INSTRUCTIONS TO FOLLOW
Report back every line in the data that includes the string "this".

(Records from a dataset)
------------------------------

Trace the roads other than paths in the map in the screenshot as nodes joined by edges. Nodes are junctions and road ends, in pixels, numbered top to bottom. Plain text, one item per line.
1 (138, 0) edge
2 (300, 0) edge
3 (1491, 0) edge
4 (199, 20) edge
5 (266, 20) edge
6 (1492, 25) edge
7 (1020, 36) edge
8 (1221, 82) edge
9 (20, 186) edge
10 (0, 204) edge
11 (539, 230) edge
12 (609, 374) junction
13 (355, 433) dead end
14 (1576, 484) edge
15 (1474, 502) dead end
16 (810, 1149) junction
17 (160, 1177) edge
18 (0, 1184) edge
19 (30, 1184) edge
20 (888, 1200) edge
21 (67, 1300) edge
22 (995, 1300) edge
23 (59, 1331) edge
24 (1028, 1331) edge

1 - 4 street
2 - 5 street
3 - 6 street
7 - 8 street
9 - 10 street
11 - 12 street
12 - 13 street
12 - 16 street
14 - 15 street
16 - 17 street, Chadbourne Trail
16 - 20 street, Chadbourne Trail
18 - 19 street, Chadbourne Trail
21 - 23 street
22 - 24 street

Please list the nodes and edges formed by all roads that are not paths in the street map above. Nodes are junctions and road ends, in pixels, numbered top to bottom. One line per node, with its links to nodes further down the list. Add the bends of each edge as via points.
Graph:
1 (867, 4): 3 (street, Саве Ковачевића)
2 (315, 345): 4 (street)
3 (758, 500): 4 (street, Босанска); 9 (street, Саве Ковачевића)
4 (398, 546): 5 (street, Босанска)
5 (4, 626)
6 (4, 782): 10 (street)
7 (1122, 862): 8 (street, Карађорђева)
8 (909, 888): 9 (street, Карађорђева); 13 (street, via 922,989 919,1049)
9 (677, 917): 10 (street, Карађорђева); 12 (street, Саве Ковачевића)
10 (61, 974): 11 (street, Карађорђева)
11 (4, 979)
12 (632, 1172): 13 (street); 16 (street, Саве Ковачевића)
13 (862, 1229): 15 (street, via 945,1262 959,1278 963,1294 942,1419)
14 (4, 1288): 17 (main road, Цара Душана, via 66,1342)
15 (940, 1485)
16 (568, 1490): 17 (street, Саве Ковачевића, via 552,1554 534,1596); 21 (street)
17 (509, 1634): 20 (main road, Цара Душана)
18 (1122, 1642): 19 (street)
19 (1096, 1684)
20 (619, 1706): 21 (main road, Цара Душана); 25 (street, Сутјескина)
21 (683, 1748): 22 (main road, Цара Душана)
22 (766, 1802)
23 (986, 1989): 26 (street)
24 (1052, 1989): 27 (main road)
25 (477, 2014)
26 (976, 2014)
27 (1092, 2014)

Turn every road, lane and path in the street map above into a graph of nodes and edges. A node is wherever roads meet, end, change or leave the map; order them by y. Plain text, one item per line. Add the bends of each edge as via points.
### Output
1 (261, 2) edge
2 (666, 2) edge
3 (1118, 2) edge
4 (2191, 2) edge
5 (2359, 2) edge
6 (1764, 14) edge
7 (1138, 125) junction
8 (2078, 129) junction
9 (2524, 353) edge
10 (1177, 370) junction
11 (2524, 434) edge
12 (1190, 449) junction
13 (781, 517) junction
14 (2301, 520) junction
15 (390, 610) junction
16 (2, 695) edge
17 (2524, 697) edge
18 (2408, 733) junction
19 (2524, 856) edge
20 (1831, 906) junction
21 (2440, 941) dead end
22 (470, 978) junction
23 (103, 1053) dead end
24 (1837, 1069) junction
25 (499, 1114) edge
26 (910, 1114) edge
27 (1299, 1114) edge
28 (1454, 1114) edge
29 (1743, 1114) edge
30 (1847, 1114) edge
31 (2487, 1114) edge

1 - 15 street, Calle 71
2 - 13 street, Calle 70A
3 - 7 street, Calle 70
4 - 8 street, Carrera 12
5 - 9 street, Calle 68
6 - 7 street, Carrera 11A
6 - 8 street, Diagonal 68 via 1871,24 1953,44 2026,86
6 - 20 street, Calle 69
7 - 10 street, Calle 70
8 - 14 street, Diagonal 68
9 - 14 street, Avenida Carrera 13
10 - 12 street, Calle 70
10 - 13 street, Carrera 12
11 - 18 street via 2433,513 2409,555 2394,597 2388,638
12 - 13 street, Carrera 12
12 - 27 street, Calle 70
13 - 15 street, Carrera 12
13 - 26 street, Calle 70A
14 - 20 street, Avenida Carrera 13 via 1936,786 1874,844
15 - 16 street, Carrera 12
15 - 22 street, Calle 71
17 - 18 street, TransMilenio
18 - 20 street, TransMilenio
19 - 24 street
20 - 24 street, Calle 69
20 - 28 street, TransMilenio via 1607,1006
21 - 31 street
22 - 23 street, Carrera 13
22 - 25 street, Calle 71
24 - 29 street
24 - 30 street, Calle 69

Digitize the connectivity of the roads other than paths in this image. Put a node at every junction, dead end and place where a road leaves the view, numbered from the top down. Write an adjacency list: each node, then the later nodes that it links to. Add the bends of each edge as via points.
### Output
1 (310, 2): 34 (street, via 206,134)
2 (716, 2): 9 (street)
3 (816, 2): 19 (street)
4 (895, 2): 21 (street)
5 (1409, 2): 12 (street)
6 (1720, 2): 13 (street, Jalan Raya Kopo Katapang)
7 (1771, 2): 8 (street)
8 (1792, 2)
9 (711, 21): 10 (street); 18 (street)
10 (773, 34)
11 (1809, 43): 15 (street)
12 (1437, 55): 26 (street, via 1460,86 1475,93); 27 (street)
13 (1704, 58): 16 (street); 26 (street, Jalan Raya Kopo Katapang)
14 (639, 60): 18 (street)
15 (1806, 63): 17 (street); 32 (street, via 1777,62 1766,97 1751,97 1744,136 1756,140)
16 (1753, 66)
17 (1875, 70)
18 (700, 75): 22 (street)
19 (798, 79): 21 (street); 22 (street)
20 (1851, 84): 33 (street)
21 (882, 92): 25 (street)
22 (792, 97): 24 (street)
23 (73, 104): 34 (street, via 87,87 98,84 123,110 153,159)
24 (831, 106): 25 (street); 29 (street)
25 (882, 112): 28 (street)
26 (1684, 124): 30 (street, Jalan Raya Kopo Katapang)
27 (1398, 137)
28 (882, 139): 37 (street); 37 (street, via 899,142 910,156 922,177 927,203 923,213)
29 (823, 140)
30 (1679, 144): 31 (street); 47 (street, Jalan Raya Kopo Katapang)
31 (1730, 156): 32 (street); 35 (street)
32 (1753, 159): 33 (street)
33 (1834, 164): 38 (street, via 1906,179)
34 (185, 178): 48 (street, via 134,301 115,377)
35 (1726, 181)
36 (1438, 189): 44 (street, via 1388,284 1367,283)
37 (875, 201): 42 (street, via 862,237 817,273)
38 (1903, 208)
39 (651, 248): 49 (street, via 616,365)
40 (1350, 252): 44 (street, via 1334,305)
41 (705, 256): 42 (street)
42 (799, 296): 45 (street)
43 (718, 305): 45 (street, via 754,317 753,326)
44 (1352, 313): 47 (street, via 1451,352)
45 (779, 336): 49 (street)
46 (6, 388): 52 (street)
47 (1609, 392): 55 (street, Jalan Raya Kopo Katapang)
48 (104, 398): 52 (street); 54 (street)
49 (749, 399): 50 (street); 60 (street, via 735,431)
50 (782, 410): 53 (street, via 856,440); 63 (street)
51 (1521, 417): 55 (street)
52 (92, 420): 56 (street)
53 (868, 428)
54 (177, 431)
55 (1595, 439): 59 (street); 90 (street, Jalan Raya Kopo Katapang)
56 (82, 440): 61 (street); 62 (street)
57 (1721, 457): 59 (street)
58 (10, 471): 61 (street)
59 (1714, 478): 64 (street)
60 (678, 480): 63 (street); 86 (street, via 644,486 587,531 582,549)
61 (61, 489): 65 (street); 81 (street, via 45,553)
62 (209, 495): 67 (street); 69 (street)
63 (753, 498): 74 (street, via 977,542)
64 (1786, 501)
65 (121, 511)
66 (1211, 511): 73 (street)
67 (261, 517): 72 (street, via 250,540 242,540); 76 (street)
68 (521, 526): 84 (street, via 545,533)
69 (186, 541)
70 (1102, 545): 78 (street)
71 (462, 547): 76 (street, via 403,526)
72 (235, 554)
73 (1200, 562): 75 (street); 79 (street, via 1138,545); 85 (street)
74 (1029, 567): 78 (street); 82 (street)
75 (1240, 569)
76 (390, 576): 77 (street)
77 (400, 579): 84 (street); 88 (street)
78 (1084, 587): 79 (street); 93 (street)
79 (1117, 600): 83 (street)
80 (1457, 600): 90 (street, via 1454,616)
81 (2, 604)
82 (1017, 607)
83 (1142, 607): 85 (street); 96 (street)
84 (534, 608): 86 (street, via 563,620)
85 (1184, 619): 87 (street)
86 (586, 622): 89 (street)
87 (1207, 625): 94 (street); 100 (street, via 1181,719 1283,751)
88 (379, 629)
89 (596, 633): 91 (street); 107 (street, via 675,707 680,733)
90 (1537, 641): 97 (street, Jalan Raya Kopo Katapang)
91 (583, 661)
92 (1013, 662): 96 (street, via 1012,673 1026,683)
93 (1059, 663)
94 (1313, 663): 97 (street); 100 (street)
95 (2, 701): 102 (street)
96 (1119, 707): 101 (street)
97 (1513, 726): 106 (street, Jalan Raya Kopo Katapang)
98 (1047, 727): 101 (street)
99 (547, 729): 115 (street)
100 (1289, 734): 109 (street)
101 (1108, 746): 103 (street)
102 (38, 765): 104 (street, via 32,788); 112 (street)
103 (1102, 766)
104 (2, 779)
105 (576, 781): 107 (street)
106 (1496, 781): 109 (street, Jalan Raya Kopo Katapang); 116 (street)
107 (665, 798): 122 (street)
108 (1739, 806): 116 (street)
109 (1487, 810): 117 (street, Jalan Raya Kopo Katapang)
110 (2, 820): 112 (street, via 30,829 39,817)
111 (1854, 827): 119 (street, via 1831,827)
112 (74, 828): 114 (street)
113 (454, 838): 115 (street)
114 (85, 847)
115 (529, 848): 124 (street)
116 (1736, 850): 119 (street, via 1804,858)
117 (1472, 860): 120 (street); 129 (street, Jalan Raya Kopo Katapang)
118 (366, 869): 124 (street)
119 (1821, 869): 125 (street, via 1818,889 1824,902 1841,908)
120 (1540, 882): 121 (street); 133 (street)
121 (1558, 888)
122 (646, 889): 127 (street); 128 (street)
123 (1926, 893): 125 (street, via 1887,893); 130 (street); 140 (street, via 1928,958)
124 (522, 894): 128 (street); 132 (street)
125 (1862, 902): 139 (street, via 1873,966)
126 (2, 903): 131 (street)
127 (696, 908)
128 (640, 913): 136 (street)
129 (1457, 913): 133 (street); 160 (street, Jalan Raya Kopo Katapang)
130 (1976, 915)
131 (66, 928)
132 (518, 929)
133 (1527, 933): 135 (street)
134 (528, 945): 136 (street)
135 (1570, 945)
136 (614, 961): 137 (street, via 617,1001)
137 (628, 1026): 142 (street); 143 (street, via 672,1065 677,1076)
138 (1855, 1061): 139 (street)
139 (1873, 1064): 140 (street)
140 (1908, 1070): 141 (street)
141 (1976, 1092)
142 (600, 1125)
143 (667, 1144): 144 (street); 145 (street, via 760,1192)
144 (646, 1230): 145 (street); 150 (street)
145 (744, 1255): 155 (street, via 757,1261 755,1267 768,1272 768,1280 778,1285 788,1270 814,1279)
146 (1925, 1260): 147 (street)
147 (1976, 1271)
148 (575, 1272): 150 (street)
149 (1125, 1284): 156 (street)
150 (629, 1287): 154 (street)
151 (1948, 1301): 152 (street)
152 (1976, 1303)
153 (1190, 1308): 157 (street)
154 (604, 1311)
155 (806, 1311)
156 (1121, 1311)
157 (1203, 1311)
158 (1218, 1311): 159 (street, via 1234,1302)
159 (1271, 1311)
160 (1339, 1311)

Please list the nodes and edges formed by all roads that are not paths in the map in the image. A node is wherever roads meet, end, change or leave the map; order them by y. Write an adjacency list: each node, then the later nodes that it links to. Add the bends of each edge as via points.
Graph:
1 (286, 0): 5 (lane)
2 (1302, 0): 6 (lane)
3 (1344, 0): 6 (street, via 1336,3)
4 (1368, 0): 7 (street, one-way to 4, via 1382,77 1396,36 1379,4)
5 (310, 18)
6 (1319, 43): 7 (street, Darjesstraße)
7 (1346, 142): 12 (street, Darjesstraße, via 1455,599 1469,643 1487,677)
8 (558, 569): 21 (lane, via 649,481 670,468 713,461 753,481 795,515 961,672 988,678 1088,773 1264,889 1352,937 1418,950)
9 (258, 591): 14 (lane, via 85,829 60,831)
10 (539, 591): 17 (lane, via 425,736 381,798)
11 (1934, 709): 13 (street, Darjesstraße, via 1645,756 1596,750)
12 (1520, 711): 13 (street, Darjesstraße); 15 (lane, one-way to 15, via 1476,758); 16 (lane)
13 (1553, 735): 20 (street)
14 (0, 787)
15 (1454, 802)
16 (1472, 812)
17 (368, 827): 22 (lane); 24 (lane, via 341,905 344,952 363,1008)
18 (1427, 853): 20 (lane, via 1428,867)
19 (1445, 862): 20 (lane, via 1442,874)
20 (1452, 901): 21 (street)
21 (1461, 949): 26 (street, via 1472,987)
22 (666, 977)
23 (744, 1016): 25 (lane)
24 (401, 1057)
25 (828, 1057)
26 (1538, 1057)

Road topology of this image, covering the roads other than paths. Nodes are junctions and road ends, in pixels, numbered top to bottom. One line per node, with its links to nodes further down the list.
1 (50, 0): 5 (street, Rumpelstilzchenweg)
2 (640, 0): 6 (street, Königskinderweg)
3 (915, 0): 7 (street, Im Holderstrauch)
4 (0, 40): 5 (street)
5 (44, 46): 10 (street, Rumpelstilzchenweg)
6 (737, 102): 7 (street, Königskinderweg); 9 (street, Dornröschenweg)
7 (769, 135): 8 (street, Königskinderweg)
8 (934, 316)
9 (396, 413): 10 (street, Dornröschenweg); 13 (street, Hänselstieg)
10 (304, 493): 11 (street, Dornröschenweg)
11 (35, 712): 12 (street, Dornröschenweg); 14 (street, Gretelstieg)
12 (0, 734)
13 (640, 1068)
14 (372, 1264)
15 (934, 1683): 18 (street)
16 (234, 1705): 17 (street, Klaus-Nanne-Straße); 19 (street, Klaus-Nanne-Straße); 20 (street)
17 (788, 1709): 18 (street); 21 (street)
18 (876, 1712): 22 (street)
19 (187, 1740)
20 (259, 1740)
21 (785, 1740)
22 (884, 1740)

------------------------------

OUTPUT
Digitize the connectivity of the roads other than paths in this image. Put a node at every junction, dead end and place where a road leaves the view, numbered from the top down. Write an adjacency list: each node, then the later nodes that it links to. Add the bends of each edge as via points.
Road topology of this image, covering the roads other than paths. Nodes are junctions and road ends, in pixels, numbered top to bottom. One line per node, with its links to nodes further down the list.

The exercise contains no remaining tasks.